Experts believe a significant part of recent progress is due to powerful new medications such as Ozempic and Mounjaro, known as GLP-1 drugs. But just as these drugs are changing lives, a dangerous shadow market is growing alongside them.  

Compounded versions, which are copies of the original drugs made in smaller pharmacies, are flooding websites, med spas and clinics. These versions are often cheaper and easier to get than the real thing. They are also frequently untested, poorly regulated and, in many cases, illegal. 

The FDA has received more than 500 reports of serious side effects tied to compounded semaglutide and tirzepatide, the active ingredients in Ozempic and Mounjaro. Some patients have landed in the hospital after taking the wrong dose.

That is not surprising when you consider that many of these vials come without proper labels or instructions. In 2023 alone, poison control centers received nearly 3,000 semaglutide-related calls, a huge jump from previous years. Many of those cases involved compounded or mislabeled versions of the medication.

There are also serious concerns about what is actually in these products. The FDA has warned that some pharmacies are using different chemical forms of semaglutide, called salt forms, that are not approved for use and may not be safe. In April 2025, the agency seized counterfeit Ozempic from the U.S. supply chain after discovering that some vials contained the wrong ingredients or were contaminated with dangerous bacteria.

These are not technical violations. They are real risks to people’s health. 

During earlier shortages, compounding was allowed under special circumstances. But those shortages have ended, and the FDA has ordered most pharmacies to stop making these versions. Despite that, many continue to operate in legal gray zones or offer these drugs online. 

The harm does not stop with safety concerns. This trend also threatens future breakthroughs in obesity care.

Companies like Novo Nordisk and Eli Lilly spent years and billions of dollars to develop these treatments. Now, they and others are working on new and even more effective drugs. When unapproved copies flood the market, it becomes harder to fund innovation. If investors cannot count on fair returns, the next generation of such medications may not make it out of the lab. 

Perhaps the biggest risk is to public trust. When someone has a bad experience with a fake or contaminated version, they may begin to doubt all weight loss innovations. That fear can ripple through the health system, making insurers and doctors more hesitant to support treatments that are helping with the genuine public health emergency of obesity.  

None of this means that compounding should disappear. It has a place when patients have specific medical needs that cannot be met by the approved versions, such as allergies or special dosing requirements.
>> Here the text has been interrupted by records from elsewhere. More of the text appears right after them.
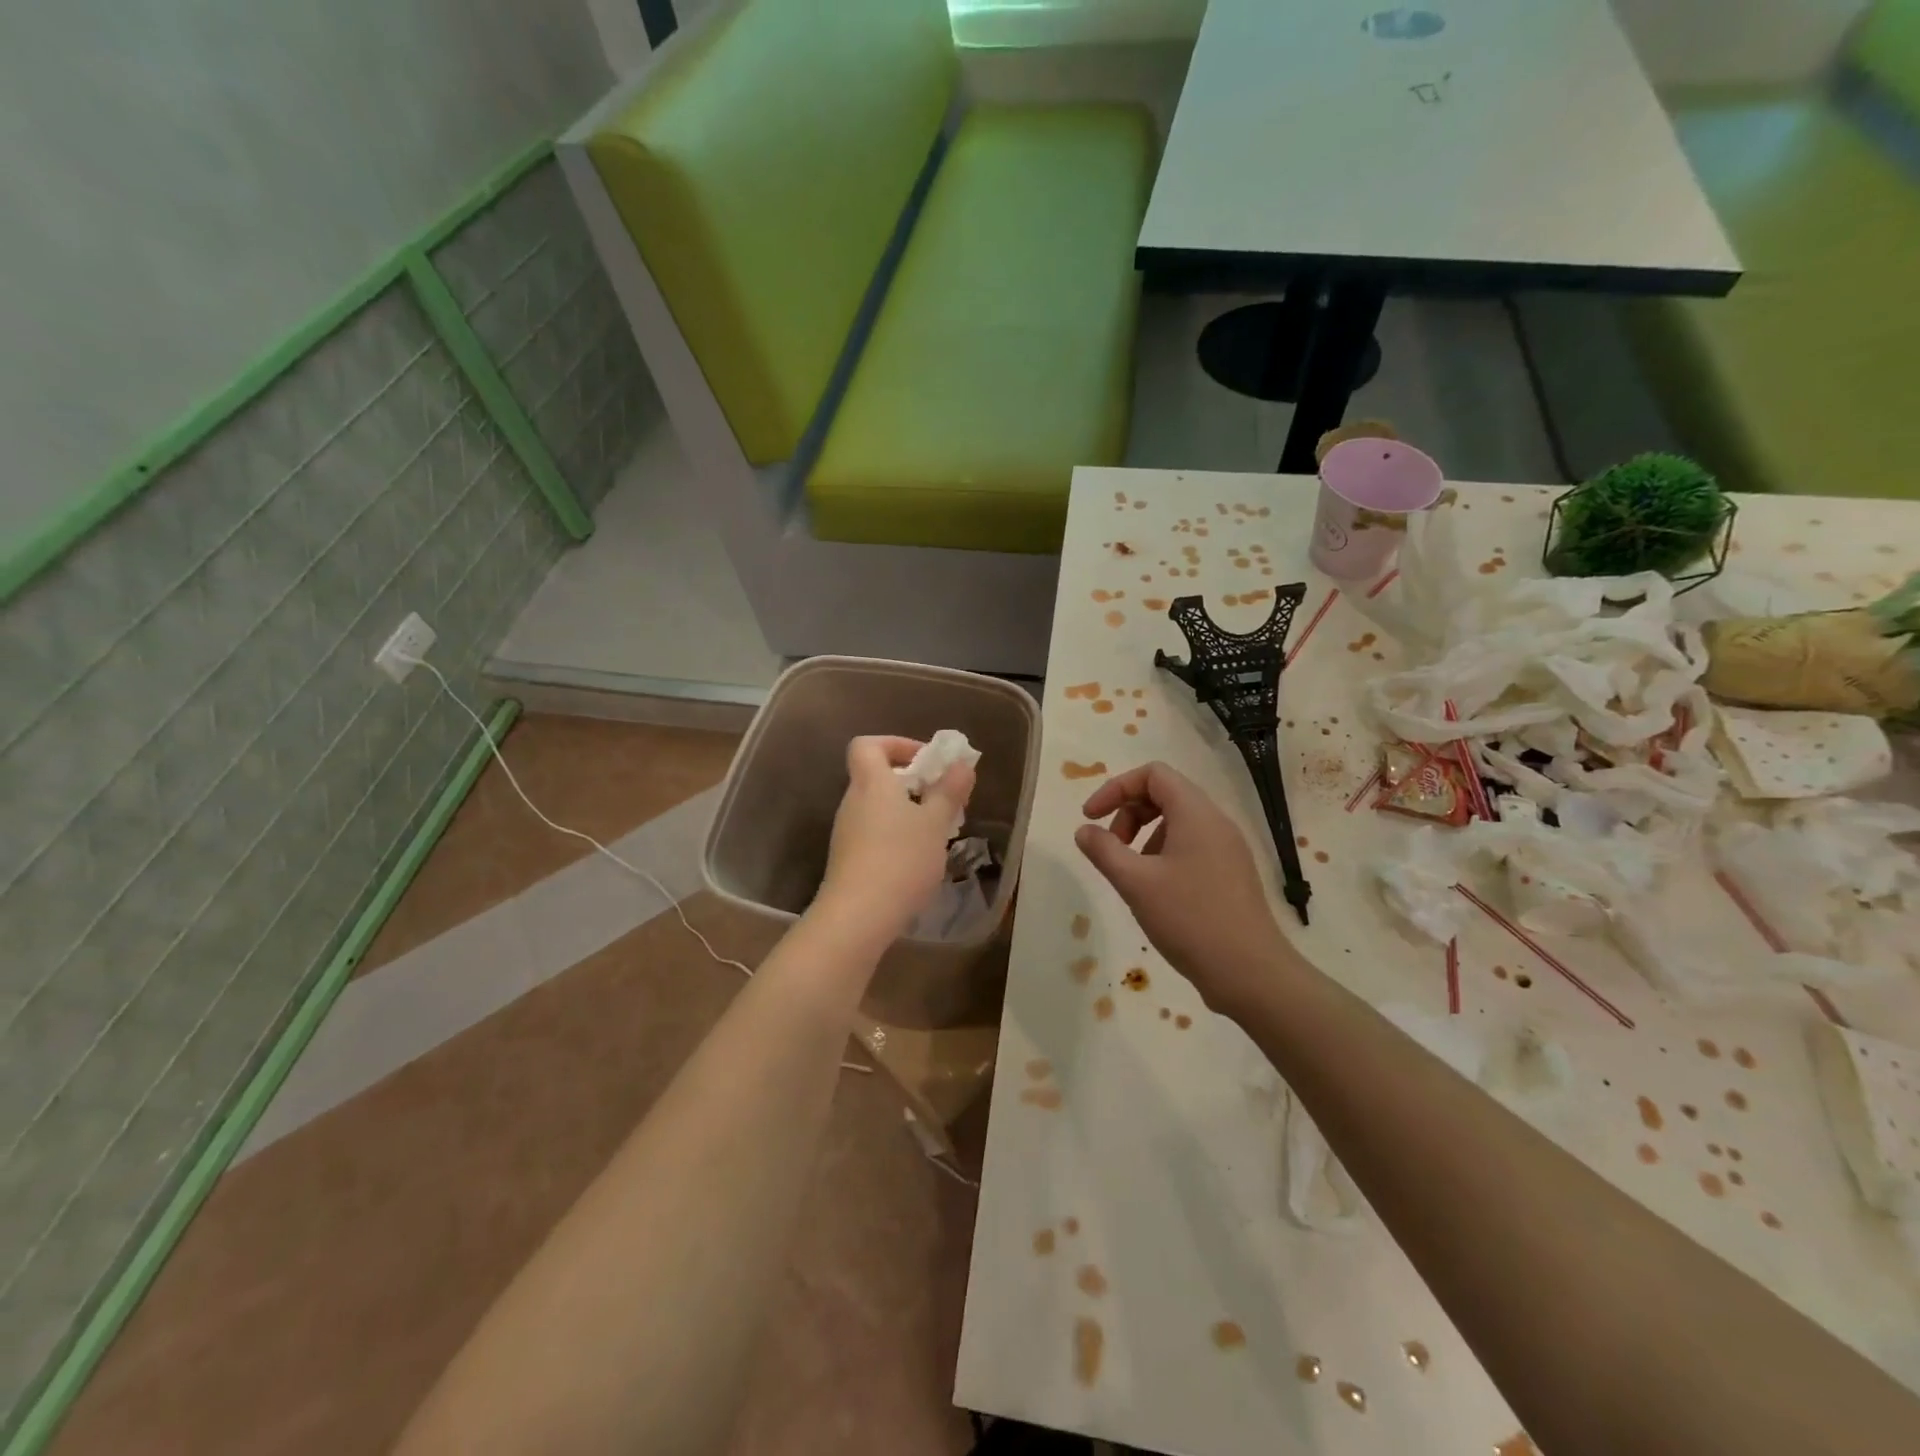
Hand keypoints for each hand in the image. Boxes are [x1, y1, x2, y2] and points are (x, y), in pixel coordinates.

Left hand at [814, 736, 975, 947]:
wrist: (858, 916)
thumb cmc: (901, 859)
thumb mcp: (935, 823)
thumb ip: (949, 792)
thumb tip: (961, 765)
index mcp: (871, 782)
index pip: (867, 745)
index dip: (895, 744)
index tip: (925, 760)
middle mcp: (853, 801)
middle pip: (875, 776)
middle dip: (910, 781)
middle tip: (941, 798)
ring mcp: (847, 832)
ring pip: (877, 807)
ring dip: (905, 810)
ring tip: (935, 831)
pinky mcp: (848, 858)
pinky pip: (873, 832)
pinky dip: (895, 834)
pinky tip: (917, 858)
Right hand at [1074, 762, 1299, 1017]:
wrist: (1250, 972)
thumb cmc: (1189, 918)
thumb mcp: (1135, 883)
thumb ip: (1104, 850)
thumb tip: (1084, 830)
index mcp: (1195, 813)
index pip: (1153, 774)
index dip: (1116, 788)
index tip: (1091, 818)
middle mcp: (1216, 822)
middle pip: (1165, 794)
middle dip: (1128, 813)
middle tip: (1111, 848)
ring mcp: (1228, 849)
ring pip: (1178, 822)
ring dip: (1144, 835)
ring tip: (1131, 873)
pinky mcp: (1231, 874)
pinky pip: (1192, 846)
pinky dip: (1164, 854)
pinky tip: (1155, 891)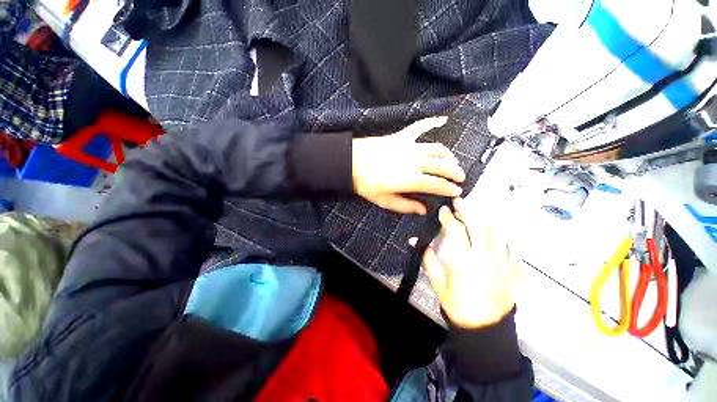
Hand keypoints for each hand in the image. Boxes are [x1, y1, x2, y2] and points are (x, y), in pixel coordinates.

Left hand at [352, 117, 464, 214]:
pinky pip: (420, 127)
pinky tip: (442, 119)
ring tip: (452, 161)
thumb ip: (406, 205)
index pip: (437, 184)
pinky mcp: (401, 136)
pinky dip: (432, 122)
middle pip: (441, 165)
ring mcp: (409, 147)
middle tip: (460, 177)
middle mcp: (414, 162)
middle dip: (454, 172)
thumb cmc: (366, 184)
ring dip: (448, 155)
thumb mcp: (385, 201)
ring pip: (436, 148)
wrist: (351, 163)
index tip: (458, 191)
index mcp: (410, 179)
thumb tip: (423, 210)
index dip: (449, 188)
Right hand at [420, 199, 518, 327]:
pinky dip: (500, 239)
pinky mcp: (512, 271)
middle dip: (467, 211)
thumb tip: (415, 241)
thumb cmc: (458, 306)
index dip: (448, 217)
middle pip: (478, 226)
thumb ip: (428, 259)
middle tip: (459, 202)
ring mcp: (502, 263)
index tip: (443, 210)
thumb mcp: (438, 284)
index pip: (455, 230)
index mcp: (464, 261)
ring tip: (474, 216)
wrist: (485, 330)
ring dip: (483, 222)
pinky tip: (494, 238)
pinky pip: (509, 248)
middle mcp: (484, 258)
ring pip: (495, 234)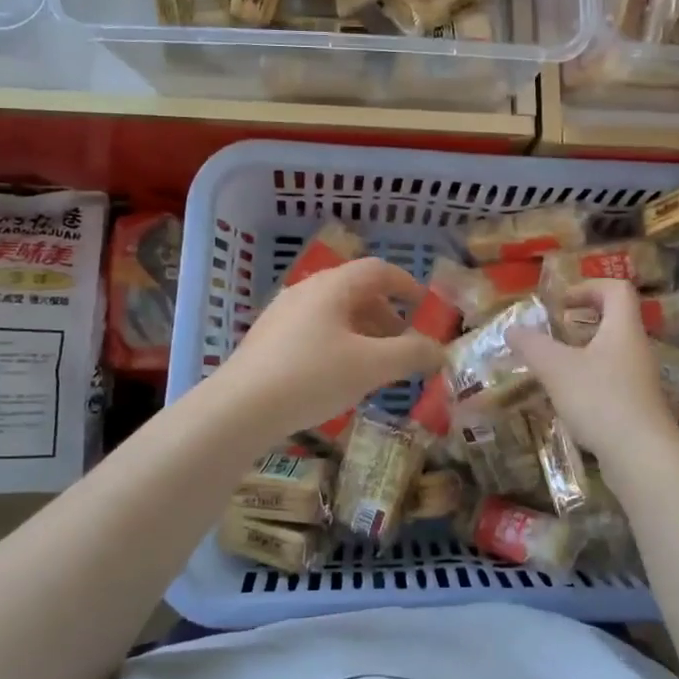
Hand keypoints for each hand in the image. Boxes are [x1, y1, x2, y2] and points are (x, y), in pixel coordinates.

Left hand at [219, 258, 444, 437]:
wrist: (239, 409)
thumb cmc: (312, 376)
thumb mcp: (372, 366)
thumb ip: (411, 354)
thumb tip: (439, 350)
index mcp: (333, 286)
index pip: (378, 270)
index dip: (407, 284)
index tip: (425, 306)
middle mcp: (306, 291)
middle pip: (356, 292)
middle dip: (387, 315)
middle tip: (404, 344)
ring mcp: (283, 314)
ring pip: (334, 314)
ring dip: (363, 332)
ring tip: (376, 364)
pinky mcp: (268, 340)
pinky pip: (314, 331)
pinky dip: (339, 344)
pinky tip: (339, 377)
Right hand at [511, 280, 678, 457]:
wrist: (641, 456)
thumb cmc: (600, 399)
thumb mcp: (557, 368)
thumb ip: (532, 345)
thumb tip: (512, 328)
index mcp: (623, 328)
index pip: (616, 289)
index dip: (588, 287)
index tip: (561, 303)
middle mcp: (636, 349)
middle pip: (614, 321)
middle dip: (581, 323)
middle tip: (552, 333)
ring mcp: (640, 380)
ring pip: (611, 353)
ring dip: (582, 354)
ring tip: (552, 367)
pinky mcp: (637, 407)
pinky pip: (611, 382)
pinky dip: (588, 382)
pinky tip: (567, 401)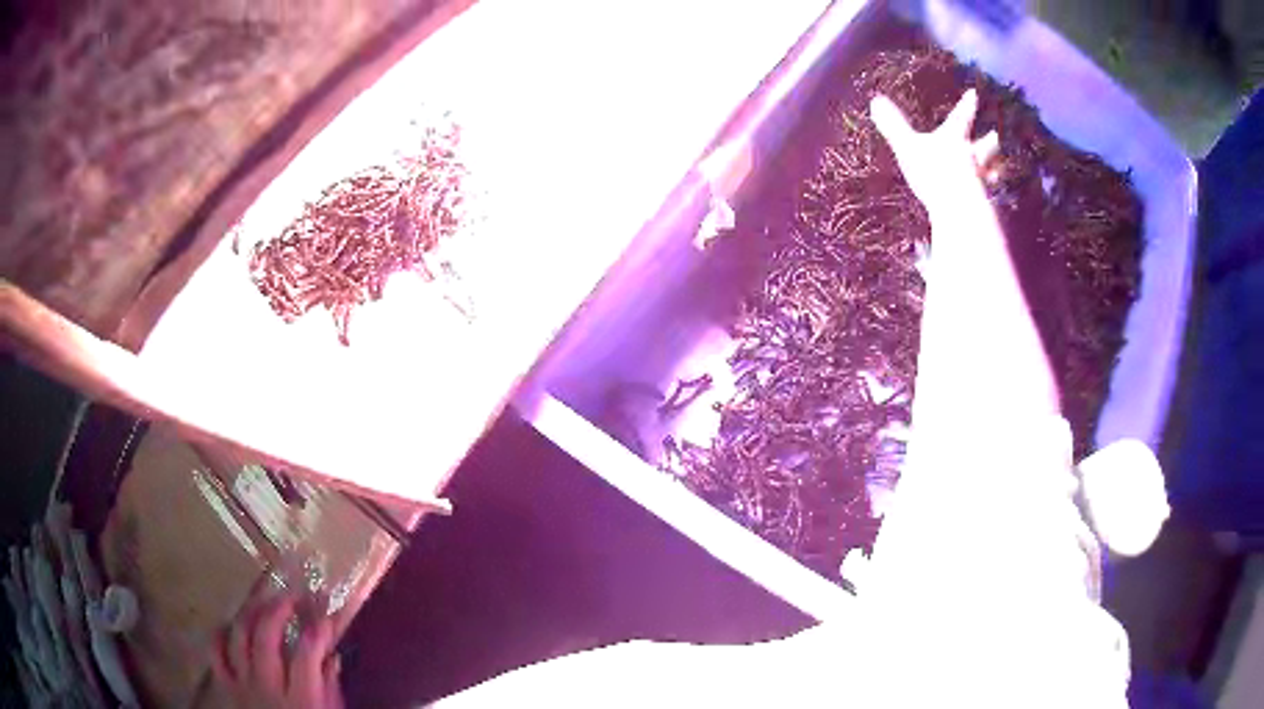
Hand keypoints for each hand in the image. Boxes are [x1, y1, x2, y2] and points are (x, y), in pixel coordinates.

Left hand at [212, 592, 343, 708]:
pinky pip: (216, 653)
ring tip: (262, 603)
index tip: (326, 618)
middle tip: (290, 596)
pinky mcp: (227, 686)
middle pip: (265, 637)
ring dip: (250, 613)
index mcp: (302, 699)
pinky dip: (221, 635)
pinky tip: (231, 626)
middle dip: (278, 609)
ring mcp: (243, 685)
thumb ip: (331, 688)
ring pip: (239, 637)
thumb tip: (332, 656)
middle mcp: (268, 687)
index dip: (318, 630)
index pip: (307, 654)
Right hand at [870, 89, 997, 215]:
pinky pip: (987, 199)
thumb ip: (893, 125)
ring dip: (994, 169)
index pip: (961, 118)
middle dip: (988, 142)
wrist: (958, 207)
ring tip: (999, 169)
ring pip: (990, 172)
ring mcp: (980, 182)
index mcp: (955, 140)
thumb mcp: (907, 146)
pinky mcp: (982, 205)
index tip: (974, 94)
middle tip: (996, 137)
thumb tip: (875, 100)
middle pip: (983, 147)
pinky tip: (989, 202)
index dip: (966, 105)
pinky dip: (989, 198)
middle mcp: (972, 158)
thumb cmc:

But what is happening now is not about rare exceptions.

The FDA should continue cracking down on compounders that use unapproved ingredients or sell mislabeled products disguised as “research chemicals.” At the same time, insurers and lawmakers need to make the real thing more affordable by removing middlemen such as pharmacy benefit managers.  

No one should have to choose between risking their health and going broke.  

We are finally making progress against a disease that affects nearly half the country and has stumped policymakers and advocates for decades. But progress is fragile.

Unregulated versions of GLP-1s cannot be allowed to dominate the market. We risk undoing the progress reported by the CDC in the fight against obesity, and if we get this right, the trend could be reversed. That means longer lives for more people, lived in dignity and to the fullest.  

Fred Roeder is a health economist and managing director of the Consumer Choice Center.